There is a good chance, as outlined here July 12, that the Carter plan will be linked to a pending House bill that provide lifetime grade and pay protection from classification-related demotions.
Under the Carter bill, sent to the House Post Office-Civil Service and Senate Governmental Operations committers, workers hit by no-fault demotions resulting from reorganization or layoffs (RIF) would continue at their present grade for two years after being officially demoted or downgraded.
If the "demoted" employees' old pay level was higher than his or her pay at the new, lower grade, the employee would keep the higher salary even after demotion had occurred. Each October when other workers received a pay raise, the demoted employee would get exactly half the raise until his or her salary equated the rate for the new, lower grade. As the bill explains:
". . . employees whose rates of pay exceed the maximum step of the grade to which assigned shall be entitled to an amount equal to one-half of all future general increases in the rate of pay for total maximum step. In this way, such employees will be gradually phased back into the system. At the point when their pay, which has risen more slowly due to receipt of half-increases, is equalled or excedeed by the maximum step of the grade of the position which they occupy, the employees will be placed in the maximum step."
The employee, under the Carter bill, would keep his or her grade for two years after a demotion due to reorganization or downgrading. At the end of two years, the employee would be placed in the new lower grade. This is the explanation of what would happen, and what it would mean to the demoted worker:
". . . Upon termination of the personal grade and formal assignment to the lower grade position occupied, the employee's rate of pay will, in all likehood, the accommodated with the rate range of the grade of the position to which downgraded.
"It is anticipated that civil service regulations will specify that the pay rates of employees which fall between steps of the grade to which downgraded, will be established at the higher step.

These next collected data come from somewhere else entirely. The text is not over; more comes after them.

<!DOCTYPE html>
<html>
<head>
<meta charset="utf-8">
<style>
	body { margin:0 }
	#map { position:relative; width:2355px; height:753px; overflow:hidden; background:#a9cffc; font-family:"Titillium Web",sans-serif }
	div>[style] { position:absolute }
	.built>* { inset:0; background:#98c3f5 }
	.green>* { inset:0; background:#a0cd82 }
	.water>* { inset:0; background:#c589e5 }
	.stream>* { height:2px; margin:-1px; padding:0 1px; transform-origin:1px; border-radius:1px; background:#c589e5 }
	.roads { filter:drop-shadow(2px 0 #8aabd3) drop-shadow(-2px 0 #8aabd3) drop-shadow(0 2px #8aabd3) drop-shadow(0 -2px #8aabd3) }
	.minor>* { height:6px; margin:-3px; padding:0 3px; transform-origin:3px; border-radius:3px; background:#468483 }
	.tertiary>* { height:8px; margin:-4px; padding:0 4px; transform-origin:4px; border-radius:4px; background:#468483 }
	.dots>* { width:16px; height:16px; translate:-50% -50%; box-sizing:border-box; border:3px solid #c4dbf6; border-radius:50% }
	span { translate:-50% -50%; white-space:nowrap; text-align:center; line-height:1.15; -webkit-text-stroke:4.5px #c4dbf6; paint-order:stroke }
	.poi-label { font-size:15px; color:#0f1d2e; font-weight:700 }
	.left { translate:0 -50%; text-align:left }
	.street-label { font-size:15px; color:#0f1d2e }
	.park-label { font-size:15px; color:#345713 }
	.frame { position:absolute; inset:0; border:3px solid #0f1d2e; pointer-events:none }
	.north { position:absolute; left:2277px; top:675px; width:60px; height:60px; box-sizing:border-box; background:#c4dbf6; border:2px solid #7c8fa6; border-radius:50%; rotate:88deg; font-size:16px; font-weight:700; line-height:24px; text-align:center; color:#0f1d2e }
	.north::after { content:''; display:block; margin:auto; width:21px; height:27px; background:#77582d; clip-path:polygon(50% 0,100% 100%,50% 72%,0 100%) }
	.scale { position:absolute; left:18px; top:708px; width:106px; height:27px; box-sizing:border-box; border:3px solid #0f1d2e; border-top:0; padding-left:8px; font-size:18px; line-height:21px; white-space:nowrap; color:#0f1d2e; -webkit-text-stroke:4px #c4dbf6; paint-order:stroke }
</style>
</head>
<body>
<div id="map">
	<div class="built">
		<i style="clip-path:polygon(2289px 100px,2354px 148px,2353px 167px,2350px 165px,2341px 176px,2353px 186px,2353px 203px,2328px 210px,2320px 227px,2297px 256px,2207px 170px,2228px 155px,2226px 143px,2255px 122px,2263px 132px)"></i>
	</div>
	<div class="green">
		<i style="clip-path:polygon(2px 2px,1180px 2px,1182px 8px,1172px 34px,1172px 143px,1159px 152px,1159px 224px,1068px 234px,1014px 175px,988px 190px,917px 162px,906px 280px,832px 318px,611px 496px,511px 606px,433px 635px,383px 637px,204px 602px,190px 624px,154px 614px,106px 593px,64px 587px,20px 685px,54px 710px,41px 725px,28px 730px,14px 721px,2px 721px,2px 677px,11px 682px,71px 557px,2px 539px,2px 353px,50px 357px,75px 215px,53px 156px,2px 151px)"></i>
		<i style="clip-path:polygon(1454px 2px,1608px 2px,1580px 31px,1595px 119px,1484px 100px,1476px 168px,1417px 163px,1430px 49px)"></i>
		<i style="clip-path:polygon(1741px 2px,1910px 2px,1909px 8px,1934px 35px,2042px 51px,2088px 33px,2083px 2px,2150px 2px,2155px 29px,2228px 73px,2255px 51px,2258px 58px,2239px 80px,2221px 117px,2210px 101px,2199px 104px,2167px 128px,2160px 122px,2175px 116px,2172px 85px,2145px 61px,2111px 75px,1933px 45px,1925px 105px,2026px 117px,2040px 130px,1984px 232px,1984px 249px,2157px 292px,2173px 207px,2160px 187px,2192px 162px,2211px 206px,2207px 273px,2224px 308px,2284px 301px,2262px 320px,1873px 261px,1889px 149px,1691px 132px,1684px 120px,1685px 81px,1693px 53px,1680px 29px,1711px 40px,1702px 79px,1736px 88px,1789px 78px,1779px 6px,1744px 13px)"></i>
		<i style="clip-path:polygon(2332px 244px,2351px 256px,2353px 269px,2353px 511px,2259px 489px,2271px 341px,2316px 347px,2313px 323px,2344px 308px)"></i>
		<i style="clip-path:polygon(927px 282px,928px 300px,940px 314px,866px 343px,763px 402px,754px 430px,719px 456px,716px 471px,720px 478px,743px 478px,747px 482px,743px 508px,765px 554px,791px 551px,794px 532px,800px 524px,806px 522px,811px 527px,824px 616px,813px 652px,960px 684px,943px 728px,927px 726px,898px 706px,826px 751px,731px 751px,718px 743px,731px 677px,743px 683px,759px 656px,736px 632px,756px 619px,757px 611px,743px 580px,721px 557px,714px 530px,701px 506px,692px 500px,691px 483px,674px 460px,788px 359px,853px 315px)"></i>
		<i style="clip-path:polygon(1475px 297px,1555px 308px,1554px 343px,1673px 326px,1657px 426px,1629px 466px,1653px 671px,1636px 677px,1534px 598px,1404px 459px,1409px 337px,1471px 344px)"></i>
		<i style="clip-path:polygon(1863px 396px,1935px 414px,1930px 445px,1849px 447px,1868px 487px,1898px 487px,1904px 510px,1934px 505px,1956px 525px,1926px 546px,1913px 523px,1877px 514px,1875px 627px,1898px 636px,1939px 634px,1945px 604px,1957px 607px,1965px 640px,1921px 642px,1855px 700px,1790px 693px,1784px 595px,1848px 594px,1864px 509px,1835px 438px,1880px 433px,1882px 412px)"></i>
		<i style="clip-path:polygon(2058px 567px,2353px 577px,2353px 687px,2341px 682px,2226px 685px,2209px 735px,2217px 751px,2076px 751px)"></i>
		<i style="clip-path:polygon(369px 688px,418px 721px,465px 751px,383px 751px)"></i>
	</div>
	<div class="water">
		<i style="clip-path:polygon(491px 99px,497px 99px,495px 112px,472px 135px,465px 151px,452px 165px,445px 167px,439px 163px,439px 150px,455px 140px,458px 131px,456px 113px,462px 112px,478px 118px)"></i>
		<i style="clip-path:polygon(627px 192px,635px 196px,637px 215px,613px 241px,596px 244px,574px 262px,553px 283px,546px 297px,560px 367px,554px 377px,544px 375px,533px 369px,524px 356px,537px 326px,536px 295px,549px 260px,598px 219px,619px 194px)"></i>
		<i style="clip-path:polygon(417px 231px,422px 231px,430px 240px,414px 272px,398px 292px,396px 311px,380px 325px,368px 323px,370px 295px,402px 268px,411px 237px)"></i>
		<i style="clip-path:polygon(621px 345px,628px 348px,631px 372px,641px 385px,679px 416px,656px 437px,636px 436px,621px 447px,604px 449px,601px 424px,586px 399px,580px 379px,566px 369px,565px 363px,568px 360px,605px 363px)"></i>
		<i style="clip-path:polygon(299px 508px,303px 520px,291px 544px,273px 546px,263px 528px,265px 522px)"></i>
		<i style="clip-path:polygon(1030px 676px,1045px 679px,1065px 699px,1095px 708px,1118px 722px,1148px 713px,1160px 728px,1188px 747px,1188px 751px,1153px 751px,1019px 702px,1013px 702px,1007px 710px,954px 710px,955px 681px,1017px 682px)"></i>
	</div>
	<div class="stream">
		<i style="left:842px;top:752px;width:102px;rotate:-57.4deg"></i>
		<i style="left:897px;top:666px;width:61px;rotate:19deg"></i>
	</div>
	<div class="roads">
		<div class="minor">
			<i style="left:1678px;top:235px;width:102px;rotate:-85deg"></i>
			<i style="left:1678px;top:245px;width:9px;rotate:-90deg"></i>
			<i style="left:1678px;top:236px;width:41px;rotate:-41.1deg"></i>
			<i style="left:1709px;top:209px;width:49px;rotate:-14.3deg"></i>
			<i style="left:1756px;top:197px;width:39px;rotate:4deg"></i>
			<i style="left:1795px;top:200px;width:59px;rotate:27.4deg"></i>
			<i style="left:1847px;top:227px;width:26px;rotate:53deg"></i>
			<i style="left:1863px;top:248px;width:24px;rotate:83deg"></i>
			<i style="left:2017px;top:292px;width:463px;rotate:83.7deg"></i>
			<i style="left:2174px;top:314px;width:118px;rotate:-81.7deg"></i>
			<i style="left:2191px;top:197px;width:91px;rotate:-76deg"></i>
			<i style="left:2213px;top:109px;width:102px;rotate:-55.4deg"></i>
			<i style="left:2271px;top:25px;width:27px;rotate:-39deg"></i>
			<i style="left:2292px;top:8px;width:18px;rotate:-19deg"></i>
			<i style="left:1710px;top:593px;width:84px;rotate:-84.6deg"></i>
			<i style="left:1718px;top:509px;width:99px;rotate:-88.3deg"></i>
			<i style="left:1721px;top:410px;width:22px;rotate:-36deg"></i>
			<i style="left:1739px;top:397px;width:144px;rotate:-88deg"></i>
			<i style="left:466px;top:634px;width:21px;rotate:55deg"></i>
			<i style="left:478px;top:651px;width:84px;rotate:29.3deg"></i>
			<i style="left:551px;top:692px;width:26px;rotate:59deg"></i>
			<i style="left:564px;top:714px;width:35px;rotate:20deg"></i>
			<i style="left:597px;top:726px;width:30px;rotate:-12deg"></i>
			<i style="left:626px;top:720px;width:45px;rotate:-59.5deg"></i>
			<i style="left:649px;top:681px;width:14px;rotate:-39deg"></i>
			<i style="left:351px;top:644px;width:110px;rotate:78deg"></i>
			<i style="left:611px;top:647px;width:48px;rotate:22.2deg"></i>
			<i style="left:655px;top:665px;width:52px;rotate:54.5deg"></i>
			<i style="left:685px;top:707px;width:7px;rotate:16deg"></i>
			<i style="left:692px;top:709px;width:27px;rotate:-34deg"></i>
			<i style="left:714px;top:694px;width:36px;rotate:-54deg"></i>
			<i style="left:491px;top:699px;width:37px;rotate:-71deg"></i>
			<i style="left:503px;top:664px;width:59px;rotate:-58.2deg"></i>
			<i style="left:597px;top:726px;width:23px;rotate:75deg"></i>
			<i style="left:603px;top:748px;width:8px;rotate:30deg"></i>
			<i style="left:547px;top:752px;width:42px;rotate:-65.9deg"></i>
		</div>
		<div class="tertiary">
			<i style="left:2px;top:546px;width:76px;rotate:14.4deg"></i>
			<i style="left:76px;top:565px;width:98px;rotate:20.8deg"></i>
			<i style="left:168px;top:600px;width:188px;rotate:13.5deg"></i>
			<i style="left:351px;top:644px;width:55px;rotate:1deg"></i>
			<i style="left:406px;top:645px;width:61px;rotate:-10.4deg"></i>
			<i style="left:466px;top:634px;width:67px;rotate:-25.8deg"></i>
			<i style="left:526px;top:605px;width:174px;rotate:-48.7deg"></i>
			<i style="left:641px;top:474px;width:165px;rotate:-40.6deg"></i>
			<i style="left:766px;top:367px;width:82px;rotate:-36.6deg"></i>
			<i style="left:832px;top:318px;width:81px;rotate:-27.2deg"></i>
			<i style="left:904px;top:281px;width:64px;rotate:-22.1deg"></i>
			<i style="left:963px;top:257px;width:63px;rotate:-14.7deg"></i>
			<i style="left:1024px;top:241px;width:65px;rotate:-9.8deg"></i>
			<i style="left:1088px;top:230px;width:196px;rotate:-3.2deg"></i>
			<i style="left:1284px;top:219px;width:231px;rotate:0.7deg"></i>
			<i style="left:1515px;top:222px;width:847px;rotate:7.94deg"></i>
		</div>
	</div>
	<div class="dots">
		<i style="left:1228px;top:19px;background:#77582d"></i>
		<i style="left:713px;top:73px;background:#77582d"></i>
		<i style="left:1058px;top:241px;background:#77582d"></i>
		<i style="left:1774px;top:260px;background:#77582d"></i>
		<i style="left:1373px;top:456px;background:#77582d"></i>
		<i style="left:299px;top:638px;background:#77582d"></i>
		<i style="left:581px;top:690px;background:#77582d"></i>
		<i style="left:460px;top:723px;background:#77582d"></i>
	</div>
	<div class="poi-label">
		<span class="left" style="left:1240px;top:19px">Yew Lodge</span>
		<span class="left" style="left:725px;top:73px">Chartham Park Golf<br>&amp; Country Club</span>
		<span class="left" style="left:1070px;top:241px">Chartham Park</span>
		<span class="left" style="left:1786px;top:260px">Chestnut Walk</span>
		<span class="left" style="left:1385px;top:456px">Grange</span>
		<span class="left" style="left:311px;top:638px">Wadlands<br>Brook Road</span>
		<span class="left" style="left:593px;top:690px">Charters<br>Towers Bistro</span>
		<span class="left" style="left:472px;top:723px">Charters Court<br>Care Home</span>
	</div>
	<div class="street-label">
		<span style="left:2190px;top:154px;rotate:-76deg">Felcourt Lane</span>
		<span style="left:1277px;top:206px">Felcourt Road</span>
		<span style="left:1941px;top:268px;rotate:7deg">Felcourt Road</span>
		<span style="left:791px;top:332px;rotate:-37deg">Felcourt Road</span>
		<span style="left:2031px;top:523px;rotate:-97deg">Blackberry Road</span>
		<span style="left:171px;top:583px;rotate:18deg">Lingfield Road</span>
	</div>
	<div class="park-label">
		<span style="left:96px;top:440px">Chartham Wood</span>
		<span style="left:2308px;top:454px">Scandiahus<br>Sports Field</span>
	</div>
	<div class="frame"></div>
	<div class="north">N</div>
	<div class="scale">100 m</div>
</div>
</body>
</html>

These employees will no longer be covered by the provisions of this bill and will receive the full amount of any future general increases in pay authorized for the step of the grade in which they are placed."
Insiders believe the Carter bill may be tied to legislation already introduced by Rep. Robert N.C. Nix (D-Pa.), Nix heads the Post Office-Civil Service unit. He could engineer the merger if he wants it.

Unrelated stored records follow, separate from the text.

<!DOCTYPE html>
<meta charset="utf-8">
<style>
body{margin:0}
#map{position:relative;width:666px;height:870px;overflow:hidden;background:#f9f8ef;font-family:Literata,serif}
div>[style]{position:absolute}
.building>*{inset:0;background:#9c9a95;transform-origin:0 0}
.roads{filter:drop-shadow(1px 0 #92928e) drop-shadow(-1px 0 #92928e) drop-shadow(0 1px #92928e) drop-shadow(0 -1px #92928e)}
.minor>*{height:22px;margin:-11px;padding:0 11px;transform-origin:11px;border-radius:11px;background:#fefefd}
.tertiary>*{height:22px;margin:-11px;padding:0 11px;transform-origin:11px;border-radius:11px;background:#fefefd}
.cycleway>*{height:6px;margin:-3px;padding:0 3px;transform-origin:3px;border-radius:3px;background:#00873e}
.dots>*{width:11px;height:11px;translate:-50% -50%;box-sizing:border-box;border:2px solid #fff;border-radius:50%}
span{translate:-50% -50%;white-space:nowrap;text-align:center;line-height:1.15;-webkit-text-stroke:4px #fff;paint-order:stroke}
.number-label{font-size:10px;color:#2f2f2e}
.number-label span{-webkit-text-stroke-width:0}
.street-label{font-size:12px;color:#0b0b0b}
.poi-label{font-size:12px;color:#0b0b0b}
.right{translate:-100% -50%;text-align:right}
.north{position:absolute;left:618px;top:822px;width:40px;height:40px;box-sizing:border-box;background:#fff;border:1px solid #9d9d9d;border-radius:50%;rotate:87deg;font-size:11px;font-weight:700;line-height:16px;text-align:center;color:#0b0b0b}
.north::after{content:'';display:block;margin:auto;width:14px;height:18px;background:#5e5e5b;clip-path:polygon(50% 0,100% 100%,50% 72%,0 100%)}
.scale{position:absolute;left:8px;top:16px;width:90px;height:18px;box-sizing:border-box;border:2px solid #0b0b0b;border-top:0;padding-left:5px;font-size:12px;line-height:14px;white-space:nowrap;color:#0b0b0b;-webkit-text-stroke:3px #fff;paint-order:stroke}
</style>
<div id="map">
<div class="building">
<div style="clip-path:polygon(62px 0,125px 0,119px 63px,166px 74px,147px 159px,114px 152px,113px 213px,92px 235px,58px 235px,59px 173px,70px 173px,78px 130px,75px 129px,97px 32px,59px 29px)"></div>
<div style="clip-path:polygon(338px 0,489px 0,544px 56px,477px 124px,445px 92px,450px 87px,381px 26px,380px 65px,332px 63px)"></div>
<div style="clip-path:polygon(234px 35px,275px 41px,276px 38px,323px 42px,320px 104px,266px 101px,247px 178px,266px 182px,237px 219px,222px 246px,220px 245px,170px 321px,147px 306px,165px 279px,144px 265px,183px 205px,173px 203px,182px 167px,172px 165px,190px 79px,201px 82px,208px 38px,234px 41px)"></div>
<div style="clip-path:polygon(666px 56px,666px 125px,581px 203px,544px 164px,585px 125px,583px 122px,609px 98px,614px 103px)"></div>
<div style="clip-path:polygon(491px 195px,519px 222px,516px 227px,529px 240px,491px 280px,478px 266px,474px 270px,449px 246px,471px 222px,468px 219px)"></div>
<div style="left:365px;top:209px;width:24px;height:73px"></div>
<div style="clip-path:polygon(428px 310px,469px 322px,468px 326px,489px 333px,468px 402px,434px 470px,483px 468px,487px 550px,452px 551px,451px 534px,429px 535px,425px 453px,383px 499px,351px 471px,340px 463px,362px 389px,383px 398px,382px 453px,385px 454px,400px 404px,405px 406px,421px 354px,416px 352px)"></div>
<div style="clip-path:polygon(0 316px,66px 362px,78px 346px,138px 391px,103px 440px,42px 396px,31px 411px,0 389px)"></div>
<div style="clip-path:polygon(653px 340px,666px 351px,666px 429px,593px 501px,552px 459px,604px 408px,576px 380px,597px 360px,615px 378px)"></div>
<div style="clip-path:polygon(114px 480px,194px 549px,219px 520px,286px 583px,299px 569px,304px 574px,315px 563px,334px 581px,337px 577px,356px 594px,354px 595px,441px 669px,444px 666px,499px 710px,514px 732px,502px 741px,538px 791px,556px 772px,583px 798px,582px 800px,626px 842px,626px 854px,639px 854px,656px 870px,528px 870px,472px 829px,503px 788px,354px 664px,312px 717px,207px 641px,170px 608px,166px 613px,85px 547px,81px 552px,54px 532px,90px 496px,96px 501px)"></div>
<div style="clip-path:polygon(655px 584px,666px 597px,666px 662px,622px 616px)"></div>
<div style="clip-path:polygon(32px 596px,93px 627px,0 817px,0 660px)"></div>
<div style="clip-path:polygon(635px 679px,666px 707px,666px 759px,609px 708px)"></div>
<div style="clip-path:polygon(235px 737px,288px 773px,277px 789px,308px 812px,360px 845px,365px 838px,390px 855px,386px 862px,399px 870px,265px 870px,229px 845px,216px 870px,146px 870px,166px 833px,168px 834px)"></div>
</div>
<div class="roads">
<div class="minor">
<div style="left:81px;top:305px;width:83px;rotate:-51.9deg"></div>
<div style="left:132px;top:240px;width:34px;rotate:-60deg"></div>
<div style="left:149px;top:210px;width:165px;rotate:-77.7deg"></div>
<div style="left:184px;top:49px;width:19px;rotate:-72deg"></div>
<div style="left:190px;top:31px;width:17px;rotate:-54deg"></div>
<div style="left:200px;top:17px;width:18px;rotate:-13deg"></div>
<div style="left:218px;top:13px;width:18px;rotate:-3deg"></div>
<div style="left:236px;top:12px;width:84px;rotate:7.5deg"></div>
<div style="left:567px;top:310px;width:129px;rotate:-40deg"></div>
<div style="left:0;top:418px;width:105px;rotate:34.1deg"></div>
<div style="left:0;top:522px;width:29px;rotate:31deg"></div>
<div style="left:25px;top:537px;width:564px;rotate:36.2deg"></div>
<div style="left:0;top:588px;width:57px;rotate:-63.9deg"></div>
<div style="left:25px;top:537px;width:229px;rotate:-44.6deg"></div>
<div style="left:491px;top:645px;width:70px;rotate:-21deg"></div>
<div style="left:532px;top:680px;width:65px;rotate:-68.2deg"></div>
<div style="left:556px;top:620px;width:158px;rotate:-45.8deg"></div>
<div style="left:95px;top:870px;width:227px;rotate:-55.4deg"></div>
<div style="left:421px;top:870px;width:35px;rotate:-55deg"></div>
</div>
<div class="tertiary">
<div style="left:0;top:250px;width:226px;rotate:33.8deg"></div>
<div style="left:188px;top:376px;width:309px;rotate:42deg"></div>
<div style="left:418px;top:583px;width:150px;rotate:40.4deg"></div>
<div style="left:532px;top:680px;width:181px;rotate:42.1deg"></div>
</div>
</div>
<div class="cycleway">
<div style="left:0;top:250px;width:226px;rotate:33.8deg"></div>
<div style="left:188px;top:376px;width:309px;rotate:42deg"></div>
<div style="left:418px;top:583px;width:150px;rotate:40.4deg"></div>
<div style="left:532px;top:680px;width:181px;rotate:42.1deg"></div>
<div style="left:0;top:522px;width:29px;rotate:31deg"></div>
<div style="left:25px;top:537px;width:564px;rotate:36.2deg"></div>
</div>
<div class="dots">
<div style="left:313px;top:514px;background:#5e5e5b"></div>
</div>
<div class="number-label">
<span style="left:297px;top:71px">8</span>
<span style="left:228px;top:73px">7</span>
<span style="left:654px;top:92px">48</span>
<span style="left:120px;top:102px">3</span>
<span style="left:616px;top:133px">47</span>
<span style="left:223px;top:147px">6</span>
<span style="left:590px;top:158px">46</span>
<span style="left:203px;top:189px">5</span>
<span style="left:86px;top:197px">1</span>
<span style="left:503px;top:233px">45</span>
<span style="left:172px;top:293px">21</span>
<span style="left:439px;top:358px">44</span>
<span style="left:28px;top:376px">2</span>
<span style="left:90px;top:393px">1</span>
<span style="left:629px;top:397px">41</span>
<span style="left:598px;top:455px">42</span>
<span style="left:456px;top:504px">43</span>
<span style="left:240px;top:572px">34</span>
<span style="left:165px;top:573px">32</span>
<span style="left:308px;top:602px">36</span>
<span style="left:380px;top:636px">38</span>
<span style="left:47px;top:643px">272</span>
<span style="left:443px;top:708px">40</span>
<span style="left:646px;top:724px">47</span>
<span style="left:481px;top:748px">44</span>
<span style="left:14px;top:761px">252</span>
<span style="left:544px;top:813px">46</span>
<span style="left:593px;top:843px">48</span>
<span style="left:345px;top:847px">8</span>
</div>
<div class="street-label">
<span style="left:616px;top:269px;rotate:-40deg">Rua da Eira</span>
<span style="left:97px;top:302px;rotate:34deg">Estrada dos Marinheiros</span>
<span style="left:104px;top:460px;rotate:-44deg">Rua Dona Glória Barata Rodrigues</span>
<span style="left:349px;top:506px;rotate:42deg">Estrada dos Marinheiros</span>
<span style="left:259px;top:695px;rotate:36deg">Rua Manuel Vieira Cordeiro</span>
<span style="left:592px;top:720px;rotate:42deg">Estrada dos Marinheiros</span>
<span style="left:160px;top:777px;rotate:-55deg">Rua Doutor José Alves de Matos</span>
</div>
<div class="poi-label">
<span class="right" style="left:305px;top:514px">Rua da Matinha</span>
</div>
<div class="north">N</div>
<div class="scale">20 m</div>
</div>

The Niz plans does not cover jobs due for downgrading because of either reorganization or RIF actions. His measure, which gives lifetime pay and grade protection, is aimed only at no-fault downgradings ordered after agencies had turned up classification errors in employee jobs.
Some studies have indicated that as many as three jobs in every 10 in some federal agencies are overgraded past classification errors. The same studies show a much smaller rate of error in which jobs are undergrated (and therefore underpaid).
Employees due for demotion through no-fault classification errors would get liftime pay and grade guarantees under the Nix bill. Their jobs would be "red-circled," meaning they are subject to demotion but the actual downgrading wouldn't take place until the incumbent left it.
Blending the two bills, if that is what the House decides to do, would eliminate downgrading actions for some employees and soften pay and grade cuts for others.